Sir William Lawrence Bragg said, "The important thing in science is not so much to obtain new facts as to discover new ways of thinking about them" (Koestler & Smythies, 1969, p. 182). Out-of-body and near-death experiences (OBEs and NDEs) provide clues to a novel way of understanding consciousness, but as Susan Blackmore notes in this book:
One of the things that depressed me most in my decades of research is the tendency for people (and the media) to divide theories of OBEs and NDEs into two black-and-white types. On the one hand are the "good" (or "spiritual") theories - OBEs mean the spirit can leave the body, NDEs are a glimpse of life after death. On the other hand are the "bad" (or "boring," or "reductionist") theories - OBEs and NDEs don't exist or are "just hallucinations." (p. 55)

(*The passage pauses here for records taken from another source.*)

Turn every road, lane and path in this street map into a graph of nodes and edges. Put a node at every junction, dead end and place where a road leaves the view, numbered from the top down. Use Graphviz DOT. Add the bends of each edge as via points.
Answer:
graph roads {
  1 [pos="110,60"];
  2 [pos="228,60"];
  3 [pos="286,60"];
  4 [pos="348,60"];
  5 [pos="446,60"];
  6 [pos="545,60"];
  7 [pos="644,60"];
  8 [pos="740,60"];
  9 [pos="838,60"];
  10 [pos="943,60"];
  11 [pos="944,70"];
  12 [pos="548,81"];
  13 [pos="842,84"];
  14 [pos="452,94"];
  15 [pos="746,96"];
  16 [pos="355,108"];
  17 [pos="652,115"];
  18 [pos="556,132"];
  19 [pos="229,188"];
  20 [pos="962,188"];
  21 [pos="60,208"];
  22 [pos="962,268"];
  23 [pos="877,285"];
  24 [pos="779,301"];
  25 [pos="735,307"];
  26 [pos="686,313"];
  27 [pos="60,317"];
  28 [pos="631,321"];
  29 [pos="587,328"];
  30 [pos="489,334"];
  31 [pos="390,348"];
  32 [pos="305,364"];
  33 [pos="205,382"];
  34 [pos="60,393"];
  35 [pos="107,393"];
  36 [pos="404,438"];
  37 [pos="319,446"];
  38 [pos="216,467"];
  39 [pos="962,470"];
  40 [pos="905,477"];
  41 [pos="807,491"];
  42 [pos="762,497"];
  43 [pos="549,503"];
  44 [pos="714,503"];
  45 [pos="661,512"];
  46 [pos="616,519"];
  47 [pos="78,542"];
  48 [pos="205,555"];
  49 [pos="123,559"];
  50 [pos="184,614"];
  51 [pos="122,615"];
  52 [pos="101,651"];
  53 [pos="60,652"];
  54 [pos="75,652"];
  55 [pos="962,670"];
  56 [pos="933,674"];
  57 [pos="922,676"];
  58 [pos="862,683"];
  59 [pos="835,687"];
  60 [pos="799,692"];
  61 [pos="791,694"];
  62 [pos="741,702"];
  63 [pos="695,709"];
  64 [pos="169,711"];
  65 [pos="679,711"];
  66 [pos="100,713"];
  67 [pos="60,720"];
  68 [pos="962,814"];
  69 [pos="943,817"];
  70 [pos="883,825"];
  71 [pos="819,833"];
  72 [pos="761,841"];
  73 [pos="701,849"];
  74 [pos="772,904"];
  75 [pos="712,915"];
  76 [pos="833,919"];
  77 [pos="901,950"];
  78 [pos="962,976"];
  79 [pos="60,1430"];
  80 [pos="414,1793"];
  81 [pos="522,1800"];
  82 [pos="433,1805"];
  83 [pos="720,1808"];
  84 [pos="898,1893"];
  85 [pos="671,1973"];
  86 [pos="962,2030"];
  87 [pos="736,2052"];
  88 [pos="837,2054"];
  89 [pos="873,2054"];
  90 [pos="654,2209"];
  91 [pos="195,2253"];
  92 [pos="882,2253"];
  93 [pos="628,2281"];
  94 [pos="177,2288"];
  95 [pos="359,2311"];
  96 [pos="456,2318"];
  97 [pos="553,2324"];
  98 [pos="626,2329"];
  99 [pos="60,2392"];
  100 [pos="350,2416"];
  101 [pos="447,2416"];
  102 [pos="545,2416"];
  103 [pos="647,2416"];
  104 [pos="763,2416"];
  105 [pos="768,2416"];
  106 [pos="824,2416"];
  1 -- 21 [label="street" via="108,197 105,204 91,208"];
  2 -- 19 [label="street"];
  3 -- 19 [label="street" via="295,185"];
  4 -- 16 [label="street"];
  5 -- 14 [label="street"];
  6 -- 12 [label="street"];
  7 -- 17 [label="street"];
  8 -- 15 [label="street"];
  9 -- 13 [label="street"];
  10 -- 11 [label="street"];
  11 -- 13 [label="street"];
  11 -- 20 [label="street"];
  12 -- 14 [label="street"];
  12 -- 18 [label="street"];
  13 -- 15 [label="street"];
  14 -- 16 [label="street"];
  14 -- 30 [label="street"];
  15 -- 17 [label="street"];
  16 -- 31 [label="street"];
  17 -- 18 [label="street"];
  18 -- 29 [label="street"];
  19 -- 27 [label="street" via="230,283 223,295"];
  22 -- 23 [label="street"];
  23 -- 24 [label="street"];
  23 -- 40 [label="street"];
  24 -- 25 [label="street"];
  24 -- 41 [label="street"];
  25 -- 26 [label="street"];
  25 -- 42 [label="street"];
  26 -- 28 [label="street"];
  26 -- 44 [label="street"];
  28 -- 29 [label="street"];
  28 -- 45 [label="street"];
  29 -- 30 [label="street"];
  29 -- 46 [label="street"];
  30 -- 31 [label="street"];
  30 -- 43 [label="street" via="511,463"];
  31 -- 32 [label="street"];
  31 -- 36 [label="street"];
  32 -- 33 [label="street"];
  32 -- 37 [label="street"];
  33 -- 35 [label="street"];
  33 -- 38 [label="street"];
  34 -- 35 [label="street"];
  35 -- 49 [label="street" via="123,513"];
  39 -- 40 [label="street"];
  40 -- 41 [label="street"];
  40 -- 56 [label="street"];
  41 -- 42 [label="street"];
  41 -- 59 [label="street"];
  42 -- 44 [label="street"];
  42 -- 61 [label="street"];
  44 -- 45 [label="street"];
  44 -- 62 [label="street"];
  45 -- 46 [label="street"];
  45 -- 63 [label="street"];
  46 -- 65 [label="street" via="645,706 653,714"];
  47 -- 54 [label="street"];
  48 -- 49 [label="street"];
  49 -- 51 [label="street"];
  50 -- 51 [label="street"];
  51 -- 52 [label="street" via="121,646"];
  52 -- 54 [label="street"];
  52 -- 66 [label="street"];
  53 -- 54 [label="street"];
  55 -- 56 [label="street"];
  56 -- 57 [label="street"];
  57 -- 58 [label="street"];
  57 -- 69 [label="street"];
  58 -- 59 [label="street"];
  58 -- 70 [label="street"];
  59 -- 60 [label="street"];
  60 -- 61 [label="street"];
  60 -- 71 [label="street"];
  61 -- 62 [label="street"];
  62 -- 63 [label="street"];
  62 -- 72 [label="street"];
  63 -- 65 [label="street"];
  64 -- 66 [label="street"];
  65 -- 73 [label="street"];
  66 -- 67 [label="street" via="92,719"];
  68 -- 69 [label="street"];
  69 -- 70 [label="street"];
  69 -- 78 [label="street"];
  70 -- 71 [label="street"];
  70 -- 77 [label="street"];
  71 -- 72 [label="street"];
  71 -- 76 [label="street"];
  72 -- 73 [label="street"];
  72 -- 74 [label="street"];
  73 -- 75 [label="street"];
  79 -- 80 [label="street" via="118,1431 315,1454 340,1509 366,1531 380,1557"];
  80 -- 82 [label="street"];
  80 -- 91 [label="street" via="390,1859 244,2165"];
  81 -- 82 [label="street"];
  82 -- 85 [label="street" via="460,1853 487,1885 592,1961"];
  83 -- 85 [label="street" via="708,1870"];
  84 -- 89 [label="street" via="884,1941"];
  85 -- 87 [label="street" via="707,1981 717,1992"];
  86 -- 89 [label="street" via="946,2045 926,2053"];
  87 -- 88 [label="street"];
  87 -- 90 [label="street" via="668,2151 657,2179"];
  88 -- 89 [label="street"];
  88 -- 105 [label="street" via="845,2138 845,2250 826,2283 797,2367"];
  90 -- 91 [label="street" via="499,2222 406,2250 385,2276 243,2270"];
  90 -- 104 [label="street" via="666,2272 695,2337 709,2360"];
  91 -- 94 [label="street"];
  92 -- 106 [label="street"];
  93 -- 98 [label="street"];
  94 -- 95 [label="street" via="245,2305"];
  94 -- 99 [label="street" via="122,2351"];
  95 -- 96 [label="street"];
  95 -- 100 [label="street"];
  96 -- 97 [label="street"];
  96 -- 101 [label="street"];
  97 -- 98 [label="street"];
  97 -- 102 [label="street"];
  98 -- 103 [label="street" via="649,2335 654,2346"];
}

Blackmore states that brain research has changed this situation by linking OBEs to measurable processes in the brain, thereby showing that OBEs are real and that our concept of ourselves may be the true illusion. Although I agree that the research is useful, it has not resolved the debate. People with reductionist views regard these correlations as support for their view that OBEs and NDEs are just a function of our brains' ability to trick us. However, these studies are a sign that academia is lowering its resistance to considering these phenomena as legitimate areas of study.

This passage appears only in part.